Alex’s warm hand took hold of hers, and Sarah turned toward her, unable to keep the pain of that day from her expression.
“I don’t remember much of the next month.” She made a vague gesture toward her abdomen, and that was enough for Alex to nod her understanding. “But I remember the look on my stepfather’s face on one of the few occasions he came to visit me. He held the funerals while I was still in the ICU, sold our house, left me the money from it, and went to Italy. I haven’t seen or heard from him since.” She set her mug down, no longer able to stomach the sweet smell of the chocolate. “He blamed me,” she said, something inside her loosening with the simple release of saying the words aloud. “If I’d been sitting in the front seat of the car like I usually did, Molly might still be alive.”
She lowered her head, but Alex cupped her chin and raised it again.
“You know it’s not your fault, don’t you?”
“I know that,” Sarah whispered. “Most of the time, I know that.”
Physically and emotionally worn out, she lay back on their makeshift bed of plastic sheeting and musty blankets. The plastic crinkled and dipped as Alex lay down beside her.

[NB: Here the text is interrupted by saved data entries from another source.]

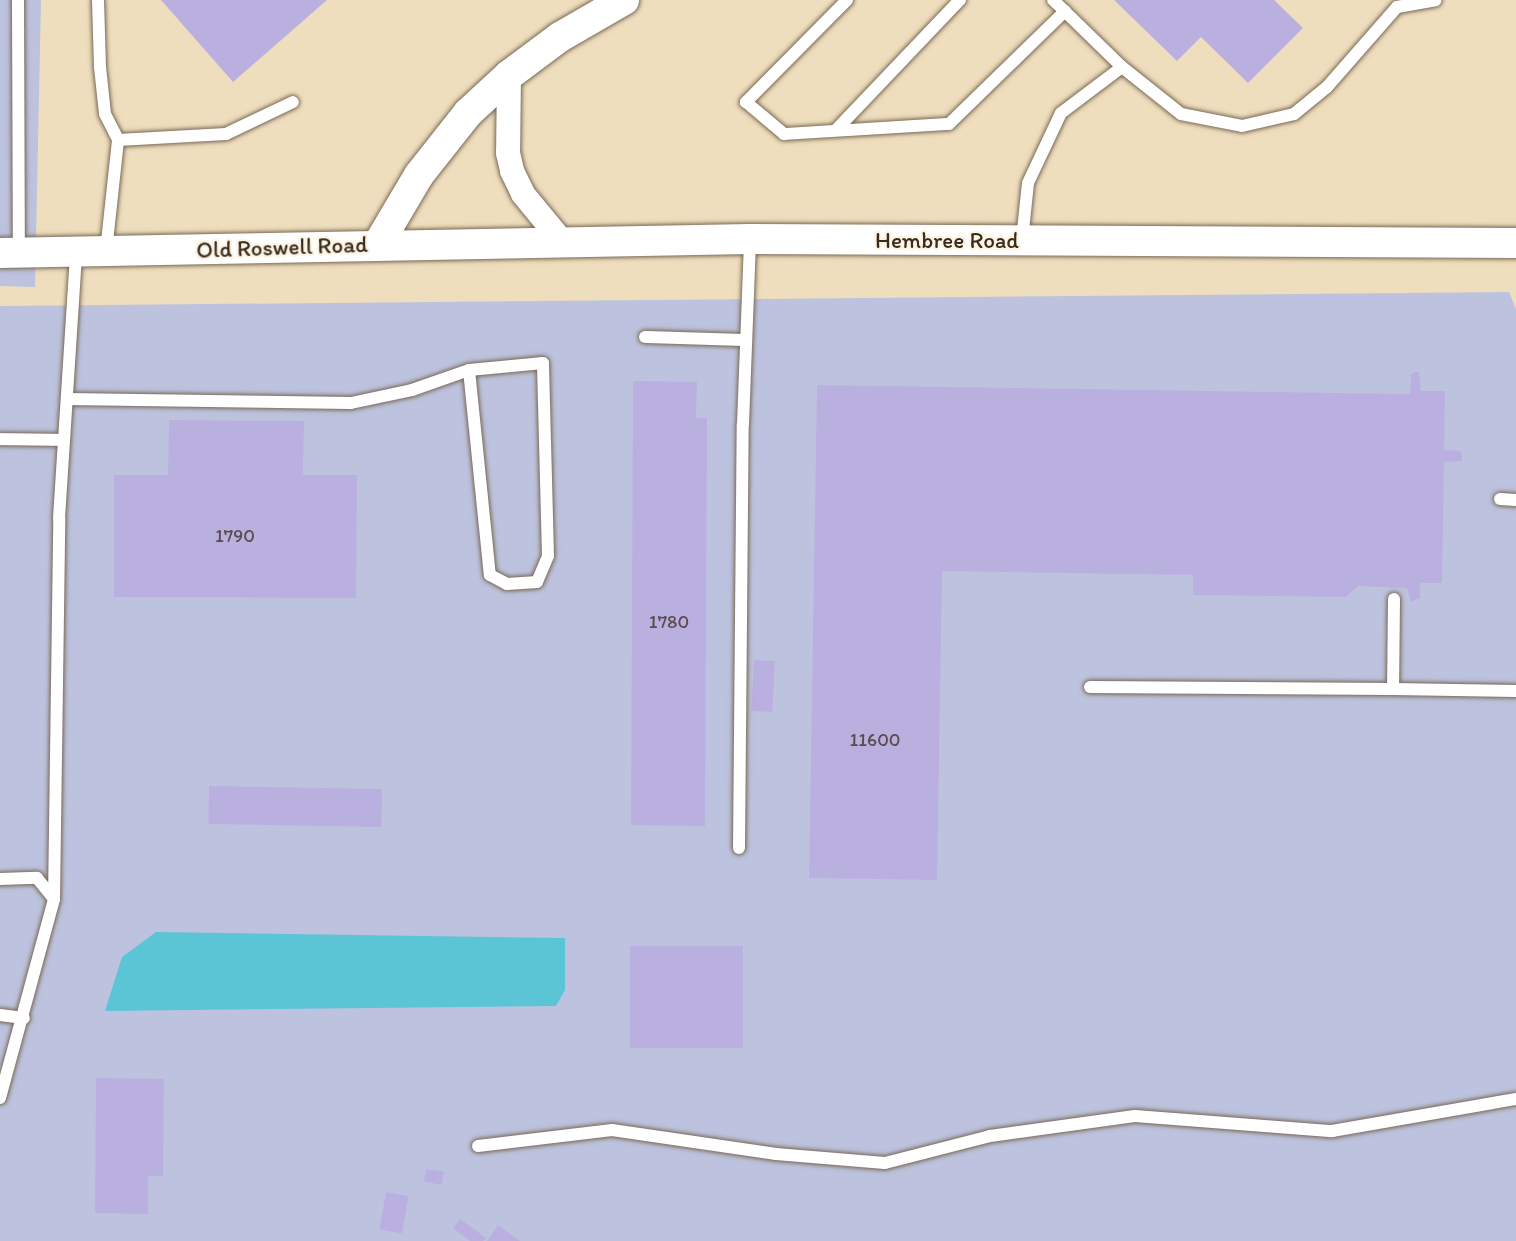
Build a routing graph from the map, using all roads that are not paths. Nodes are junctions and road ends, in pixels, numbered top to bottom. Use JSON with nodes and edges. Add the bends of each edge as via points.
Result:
{"nodes":[{"id":1,"x":18,"y":0,"type":"edge"},
{"id":2,"x":98,"y":0,"type":"edge"},
{"id":3,"x":624,"y":0,"type":"edge"},
{"id":4,"x":847,"y":0,"type":"edge"},
{"id":5,"x":960,"y":0,"type":"edge"},
{"id":6,"x":1053,"y":0,"type":"edge"},
{"id":7,"x":1435,"y":0,"type":"edge"},
{"id":8,"x":1397,"y":3,"type":"edge"},
{"id":9,"x":1065,"y":11,"type":"junction"},
{"id":10,"x":1122,"y":67,"type":"junction"},
{"id":11,"x":509,"y":75,"type":"junction"},
{"id":12,"x":293,"y":103,"type":"dead end"},
{"id":13,"x":836,"y":130,"type":"junction"},
{"id":14,"x":118,"y":140,"type":"junction"},
{"id":15,"x":750,"y":239,"type":"junction"},
{"id":16,"x":1022,"y":240,"type":"junction"},
{"id":17,"x":1516,"y":243,"type":"edge"},
{"id":18,"x":564,"y":244,"type":"junction"},
{"id":19,"x":377,"y":246,"type":"junction"},
{"id":20,"x":106,"y":252,"type":"junction"},
{"id":21,"x":10,"y":253,"type":"edge"},
{"id":22,"x":76,"y":253,"type":"junction"},
{"id":23,"x":645,"y":337,"type":"dead end"},
{"id":24,"x":746,"y":340,"type":"junction"},
{"id":25,"x":469,"y":370,"type":"junction"},
{"id":26,"x":67,"y":399,"type":"junction"},
{"id":27,"x":0,"y":439,"type":"edge"},
{"id":28,"x":64,"y":440,"type":"junction"},
{"id":29,"x":1500,"y":499,"type":"dead end"},
{"id":30,"x":1516,"y":500,"type":"edge"},
{"id":31,"x":1394,"y":599,"type":"dead end"},
{"id":32,"x":1090,"y":687,"type":"dead end"},
{"id":33,"x":1393,"y":689,"type":"junction"},
{"id":34,"x":1516,"y":691,"type":"edge"},
{"id":35,"x":739,"y":848,"type":"dead end"},
{"id":36,"x":0,"y":878,"type":"edge"},
{"id":37,"x":54,"y":900,"type":"junction"},
{"id":38,"x":0,"y":1015,"type":"edge"},
{"id":39,"x":24,"y":1018,"type":"junction"},
{"id":40,"x":0,"y":1098,"type":"edge"},
{"id":41,"x":1516,"y":1099,"type":"edge"},
{"id":42,"x":478,"y":1146,"type":"dead end"}],
"edges":[{"from":1,"to":21,"type":"lane"},
{"from":2,"to":14,"type":"lane","via":[[106,114]]},
{"from":3,"to":11,"type":"street","name":"Old Roswell Road","via":[[560,37]]},
{"from":4,"to":13,"type":"lane","via":[[746,103],[783,134]]},
{"from":5,"to":13,"type":"lane"},
{"from":6,"to":9,"type":"lane"},
{"from":7,"to":8,"type":"lane"},
{"from":8,"to":10,"type":"lane","via":[[1327,87],[1294,114],[1242,125],[1181,114]]},
{"from":9,"to":10,"type":"lane"},
{"from":9,"to":13,"type":"lane","via":[[949,124]]},
{"from":10,"to":16,"type":"lane","via":[[1061,113],[1028,183]]},
{"from":11,"to":18,"type":"street","via":[[512,171],[523,194]]},
{"from":11,"to":19,"type":"street","name":"Old Roswell Road","via":[[435,152]]},
{"from":12,"to":14,"type":"lane","via":[[226,134]]},
{"from":14,"to":20,"type":"lane"},
{"from":15,"to":16,"type":"street","name":"Hembree Road"},
{"from":15,"to":18,"type":"street","name":"Hembree Road"},
{"from":15,"to":24,"type":"lane"},
{"from":16,"to":17,"type":"street","name":"Hembree Road"},
{"from":18,"to":19,"type":"street","name":"Hembree Road"},
{"from":19,"to":20,"type":"street","name":"Old Roswell Road"},
{"from":20,"to":22,"type":"street","name":"Old Roswell Road"},
{"from":21,"to":22,"type":"street","name":"Old Roswell Road"},
{"from":22,"to":26,"type":"lane"},
{"from":23,"to":24,"type":"lane"},
{"from":24,"to":35,"type":"lane"},
{"from":25,"to":25,"type":"lane","via":[[490,575],[507,584],[537,582],[548,556],[543,363]]},
{"from":25,"to":26,"type":"lane","via":[[412,390],[351,403]]},
{"from":26,"to":28,"type":"lane"},
{"from":27,"to":28,"type":"lane"},
{"from":28,"to":37,"type":"lane"},
{"from":29,"to":30,"type":"lane"},
{"from":31,"to":33,"type":"lane"},
{"from":32,"to":33,"type":"lane"},
{"from":33,"to":34,"type":"lane"},
{"from":36,"to":37,"type":"lane","via":[[37,878]]},
{"from":37,"to":39,"type":"lane"},
{"from":38,"to":39,"type":"lane"},
{"from":39,"to":40,"type":"lane"},
{"from":41,"to":42,"type":"lane","via":[[1332,1131],[1135,1116],[990,1136],[886,1163],[776,1154],[612,1130]]}]}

“I still dream of that day, over and over,” Sarah said into the darkness.
“I know.”
Something awful in Alex’s tone told Sarah that the response hadn’t been merely a platitude. She shivered, thinking of the scars she had seen on Alex’s back. Alex shifted closer to her, the warmth from their bodies gradually chasing away the cold that was seeping through the plastic. Sarah’s eyes drifted shut, and when she spoke again she wasn’t sure whether she was awake or sleeping.

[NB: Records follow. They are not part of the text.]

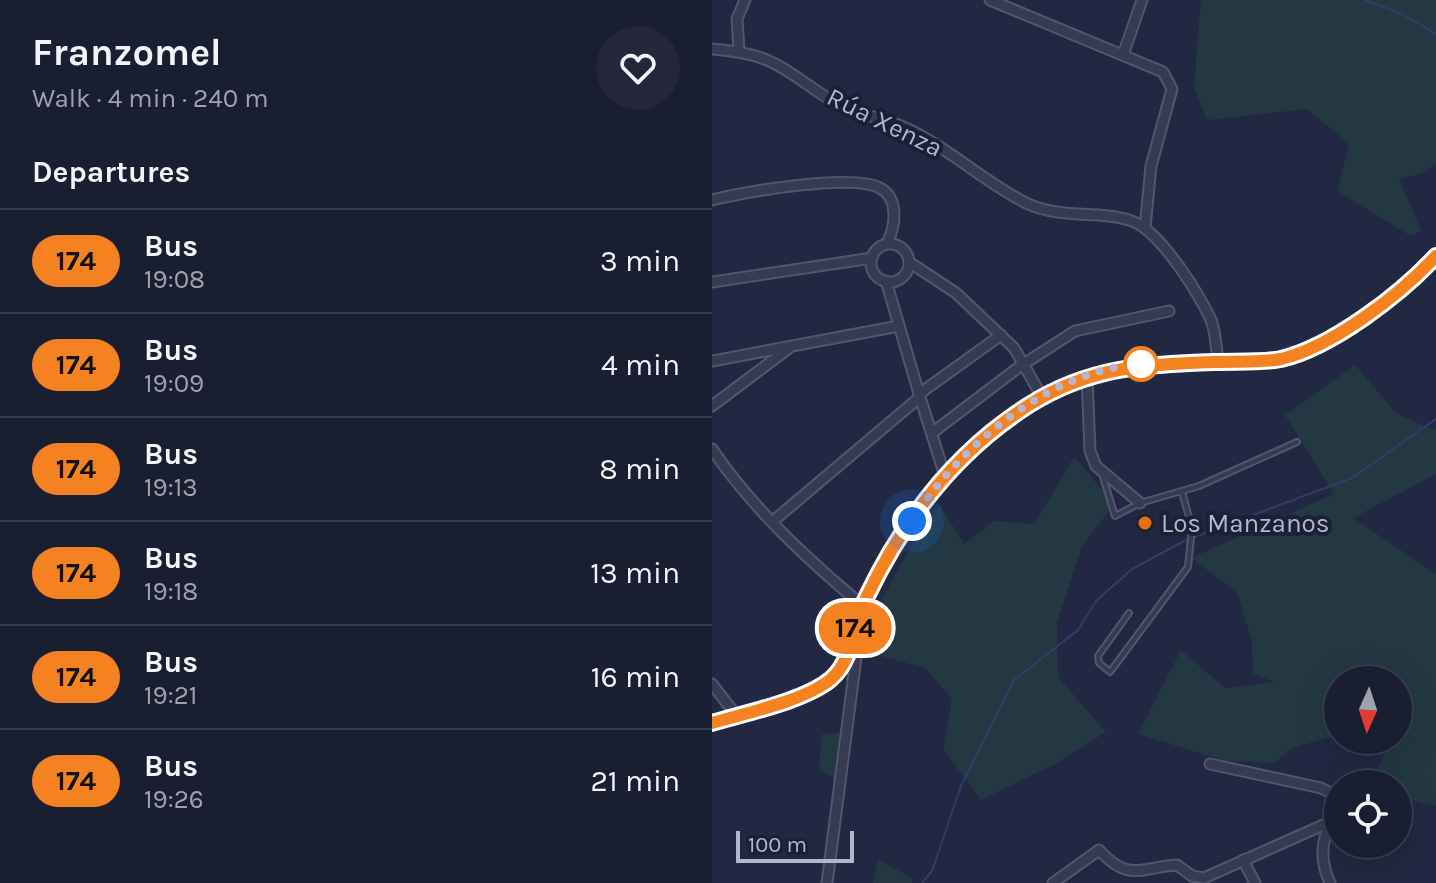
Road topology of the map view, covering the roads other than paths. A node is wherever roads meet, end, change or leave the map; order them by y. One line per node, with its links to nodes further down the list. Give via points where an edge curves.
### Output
1 (745, 0): 5 (street, via 737,19)
2 (990, 0): 6 (street)
3 (1142, 0): 6 (street)
4 (712, 49): 5 (street, Rúa Xenza)
5 (739, 51): 8 (street, Rúa Xenza, via 754,52 787,69 833,102 899,125 1049,213 1127,217)
6 (1123, 55): 8 (street, via 1163,72 1172,89 1151,166)
7 (712, 200): 9 (street, via 802,186 872,185 892,201)
8 (1145, 228): 21 (street, via 1165,248 1212,322)
9 (891, 245): 11 (street, via 876,251); 12 (street, via 906,253)
10 (1436, 256): 21 (street, via 1386,303 1308,349 1279,359)
11 (872, 263): 13 (street); 14 (street, via 783,269)
12 (908, 267): 13 (street); 17 (street, via 956,293)
13 (891, 281): 16 (street)
14 (712, 282)
15 (1169, 311): 22 (street, via 1075,331)
16 (899, 326): 18 (street); 25 (street)
17 (1001, 335): 22 (street); 26 (street)
18 (793, 345): 19 (street); 23 (street)
19 (759, 350): 20 (street); 23 (street)
20 (712, 361)
21 (1218, 362): 24 (street, via 1134,364)
22 (1024, 363): 28 (street); 30 (street)
23 (764, 366): 29 (street)
24 (1087, 377): 28 (street); 34 (street, via 1090,451)
25 (916, 379): 26 (street); 27 (street)
26 (937, 381): 27 (street)
27 (920, 395): 30 (street); 37 (street)
28 (1042, 397): 33 (street)
29 (712, 406)
30 (932, 433): 33 (street)
31 (1297, 442): 35 (lane)
32 (712, 449): 37 (street)
33 (944, 473): 38 (street)
34 (1103, 474): 36 (street); 36 (lane, via 1115,516)
35 (1182, 492): 36 (lane); 39 (lane, via 1192,532 1185,574 1110,672 1098,656)
36 (1140, 503)
37 (772, 522): 38 (street)
38 (863, 606): 40 (street)
39 (1129, 613)
40 (850, 646): 42 (street, via 840,669 824,684); 49 (street, via 856,658)
41 (712, 684): 42 (street)
42 (736, 715): 43 (street)
43 (712, 723)
44 (1210, 764): 45 (street)
45 (1324, 790)
46 (1324, 825): 48 (street)
47 (1324, 835): 52 (street, via 1322,866)
48 (1243, 860): 50 (street, via 1204,878 1177,865 1126,871 1099,850); 51 (street)
49 (827, 883)
50 (1053, 883)
51 (1255, 883)
52 (1330, 883)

“Every time I have the dream, I’m in the front seat…”
Alex held her numb fingers out to the fire and tried not to pay attention to the throbbing in her right temple and the nagging ache that a cold, damp night and extensive bruising had left in her knees. Beside her, stirring a pot of simmering oatmeal, Sarah looked about as rough as Alex felt. Her face was pale and dirt-streaked in the early morning light, with dark shadows beneath eyes that were puffy from crying and too little sleep. She had been subdued since waking, though Alex suspected that had more to do with her dread of the day to come than anything that had been said the night before. The continuous stress of being hunted and the physical stress of the hiking were slowly but surely wearing them both down.
A quick appraisal of their supplies had made them halve their breakfast rations, but even so, at their current pace, they were likely to run out of food before reaching Ross Lake. Despite the headache, Alex forced herself to eat the small portion of oatmeal that Sarah handed to her. A bottle of water was passed over next followed by two Tylenol pressed into her hand without comment.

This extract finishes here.